Les prisonniers ne voulaient plus travailler, et les Kommandos refluaient sur les camps, pour ne pas être oubliés. Des installations organisées pour 4 000 hommes en voyaient arriver 15 000. On juge des conditions hygiéniques qui en résultaient. D’autant que ces camps étaient communs aux prisonniers des diverses nationalités et que les Russes les encombraient. Ces malheureux, presque sans nourriture depuis des mois, sinon des années, avaient perdu toute notion d’humanité.

Jamais je n’ai pu obtenir leur séparation, je ne dirai même pas dans des camps différents, il était trop tard pour l’essayer, mais dans chaque camp, dans une enceinte à part.

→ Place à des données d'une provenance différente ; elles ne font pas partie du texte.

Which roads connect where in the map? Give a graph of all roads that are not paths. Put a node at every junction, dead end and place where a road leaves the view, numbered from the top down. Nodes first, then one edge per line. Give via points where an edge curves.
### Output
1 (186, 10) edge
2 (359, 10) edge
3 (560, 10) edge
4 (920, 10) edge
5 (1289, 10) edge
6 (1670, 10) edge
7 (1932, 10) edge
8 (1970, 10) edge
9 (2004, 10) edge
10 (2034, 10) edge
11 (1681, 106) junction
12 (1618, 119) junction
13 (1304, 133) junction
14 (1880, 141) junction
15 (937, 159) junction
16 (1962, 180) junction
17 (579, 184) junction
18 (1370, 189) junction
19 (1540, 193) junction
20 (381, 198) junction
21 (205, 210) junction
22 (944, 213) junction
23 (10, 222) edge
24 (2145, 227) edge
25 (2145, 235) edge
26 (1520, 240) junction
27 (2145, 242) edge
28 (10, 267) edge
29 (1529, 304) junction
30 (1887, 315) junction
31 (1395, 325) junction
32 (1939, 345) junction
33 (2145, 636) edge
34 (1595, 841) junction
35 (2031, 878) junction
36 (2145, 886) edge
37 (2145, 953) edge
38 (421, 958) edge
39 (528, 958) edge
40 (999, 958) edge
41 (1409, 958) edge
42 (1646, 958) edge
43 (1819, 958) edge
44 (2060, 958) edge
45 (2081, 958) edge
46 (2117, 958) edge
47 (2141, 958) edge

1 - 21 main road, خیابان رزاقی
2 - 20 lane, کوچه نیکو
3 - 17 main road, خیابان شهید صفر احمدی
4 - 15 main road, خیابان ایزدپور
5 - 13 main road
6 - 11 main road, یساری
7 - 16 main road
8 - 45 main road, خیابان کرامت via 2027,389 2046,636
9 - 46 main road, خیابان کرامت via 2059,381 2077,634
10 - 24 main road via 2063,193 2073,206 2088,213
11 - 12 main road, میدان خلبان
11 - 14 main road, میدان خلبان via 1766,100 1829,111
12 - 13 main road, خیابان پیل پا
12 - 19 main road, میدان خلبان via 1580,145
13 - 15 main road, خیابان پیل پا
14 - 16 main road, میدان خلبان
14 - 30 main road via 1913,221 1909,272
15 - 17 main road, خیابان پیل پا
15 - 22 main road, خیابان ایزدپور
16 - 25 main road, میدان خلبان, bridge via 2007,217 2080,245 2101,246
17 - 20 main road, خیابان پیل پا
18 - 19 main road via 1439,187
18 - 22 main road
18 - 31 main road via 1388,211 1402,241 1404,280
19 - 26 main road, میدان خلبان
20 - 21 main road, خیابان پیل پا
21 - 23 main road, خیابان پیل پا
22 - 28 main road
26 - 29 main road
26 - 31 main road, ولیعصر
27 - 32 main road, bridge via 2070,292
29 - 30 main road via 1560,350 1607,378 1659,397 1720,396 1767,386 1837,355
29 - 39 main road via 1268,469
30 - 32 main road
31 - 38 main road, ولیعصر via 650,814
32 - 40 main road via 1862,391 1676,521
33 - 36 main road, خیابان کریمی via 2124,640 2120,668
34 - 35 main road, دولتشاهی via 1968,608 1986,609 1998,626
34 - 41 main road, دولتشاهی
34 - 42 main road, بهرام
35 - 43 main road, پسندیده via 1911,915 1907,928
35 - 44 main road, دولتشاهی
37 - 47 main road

Le Ministère de la Guerre en avait donné l’ordre, mais je crois qu’il n’a été exécuté nulle part. Mes officiers m’ont dit qu’il était inexécutable, les Russes n’obéissant pas et les Allemands en ayant peur. À cause de cette peur, les sentinelles avaient leur fusil chargé en permanence. Dès qu’elles entendaient du bruit, voyaient des rôdeurs, presque toujours de ces Russes en quête de pitance, elles tiraient au jugé et atteignaient souvent des nôtres. La presque totalité des meurtres vient de là. J’obtins enfin le déchargement des fusils des sentinelles.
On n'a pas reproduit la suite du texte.